Originally posted by BigDoggProblem
Now I think I see your error. 29*36 also equals 9*116, which you did not list. 9+116=125, which is an acceptable sum, thus giving [b]two acceptable sums (65 and 125)--thus Mr. SUM knows (29, 36) cannot be a solution.
To everyo ...[text shortened]... oblem. I hope there is a more elegant method than using a program.[/b]
Yes, There indeed is an elegant way of solving this puzzle. This puzzle was posed by our mathematics professor in our class, in Bombay University, way back in the late eighties when i was astudent. It has a unique solution (4,13)
The way to solve it involves guided application of logic as well as number theory, and thereby narrowing down the possible candidates for solution. By applying the properties of prime numbers and combining them with the conditions at step no. 1, 2,3, and step 4. you arrive at the unique solution.
Step 1( First statement of PRODUCT) implies that the product P (P=n1*n2) is factorisable in at least two ways.That is P is not a simple product of 2 primes. Step 2( First statement of SUM) implies that the sum S(S=n1+n2) cannot be expressed as a sum of 2 primes. This in turn implies that S will be odd and S-2 must be composite number.(Let us call these twin conditions, the acceptability criterion of the sum.).
Thus one of the two factors is even & the other is odd. Without loss of generality let us take n1 as the even factor and n2, the odd factor.
Step 3(second statement of PRODUCT) implies that of all the different ways of factorisations of P, in only one case the sum of factors satisfies the acceptibility criterion above.
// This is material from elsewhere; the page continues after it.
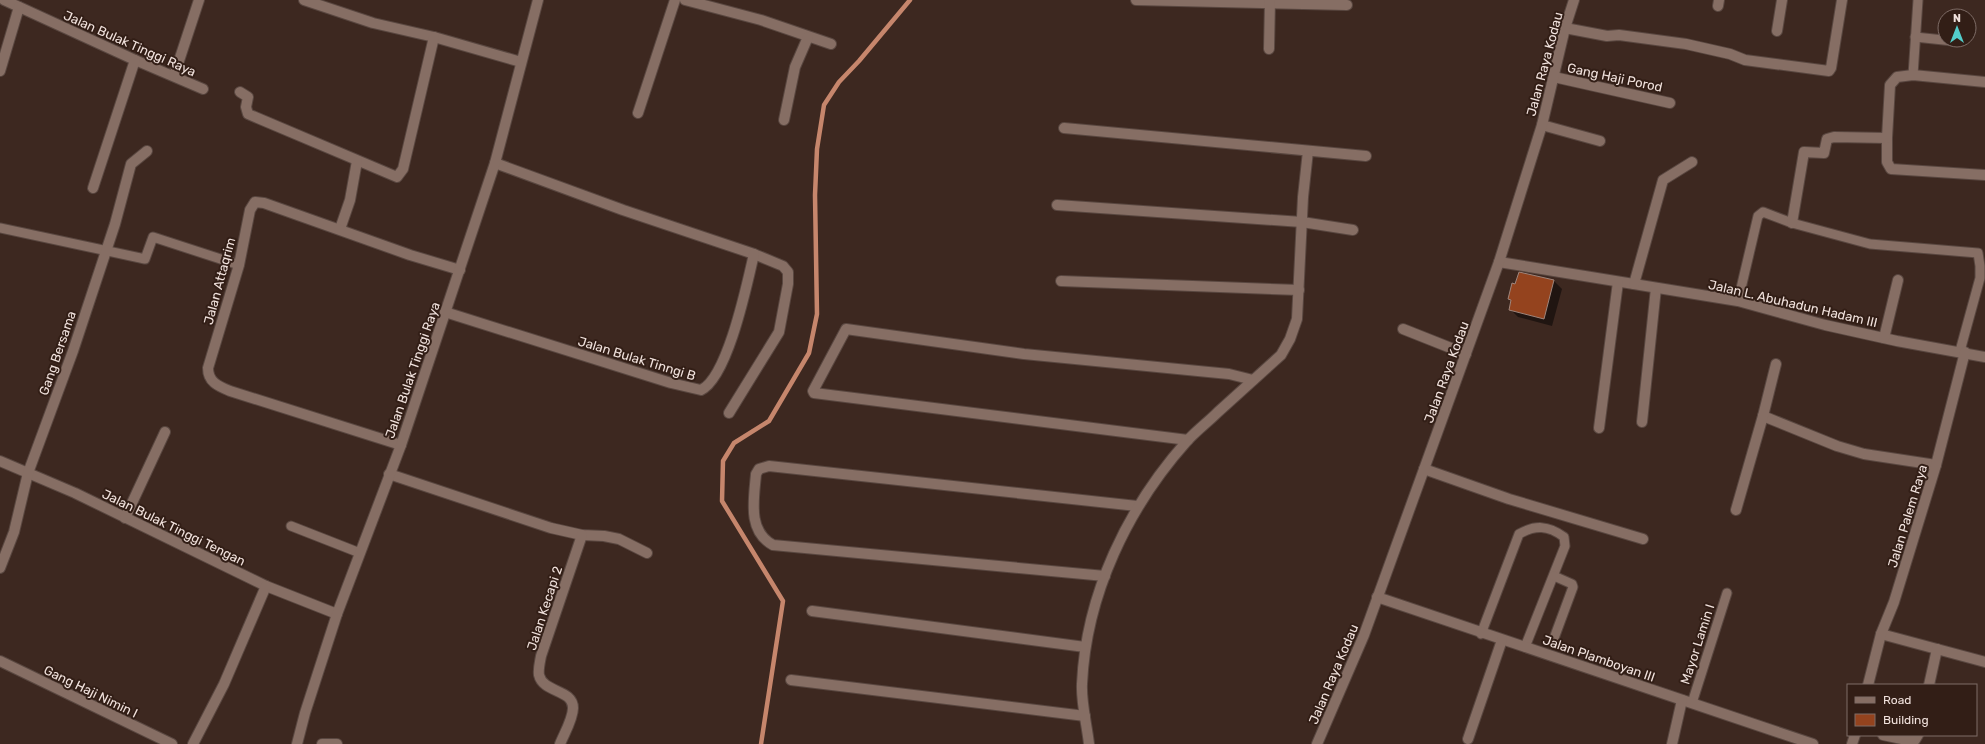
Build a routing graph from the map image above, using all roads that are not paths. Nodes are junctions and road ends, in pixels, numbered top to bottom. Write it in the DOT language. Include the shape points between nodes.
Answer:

It further implies that n1 is not just even, it will have to be evenly even, that is n1 cannot be oddly even. Thus n1 must be a multiple of 4 i.e.of the type 4k where k is some natural number.
While examining the possible factorisations of the product ( known to PRODUCT), he considers only such factorisations where both factors are below hundred and from among such possible factors, if in only one factorisation, the sum of factors satisfies the accebility criterion of the sum , he knows this is it.
Step 4(second statement of SUM) he examines all products
P1,P2,P3,.... of the type 4*(S-4), 8*(S-8), 12(S-12)....
where Pi = 4i*(S-4i); i = 1,2,3,........
For each such products Pi, he considers all possible factorisations.(Pi is not P*i, it is just sub-cased i th product under examination).
Pi = 4k*(Pi/4k); k= 1,2,3....taking only the possible values of k and also taking care that both factors are <100.
If in only one Pi , only one sum satisfies acceptability criterion and for all other Pi's more than one sum satisfies such acceptibility criterion, then only SUM could have validly made his second statement.
Appying the above , considerably reduces the possible domain of search and it can be done on a spreadsheet.
I didn't give the solution ,earlier, on the thread , hoping that other smart guys might try and come up with some smarter solution. I too hope that some still better and smarter way to solve it can definitely be found.
By the way the logic applied by Plumber is not accurate.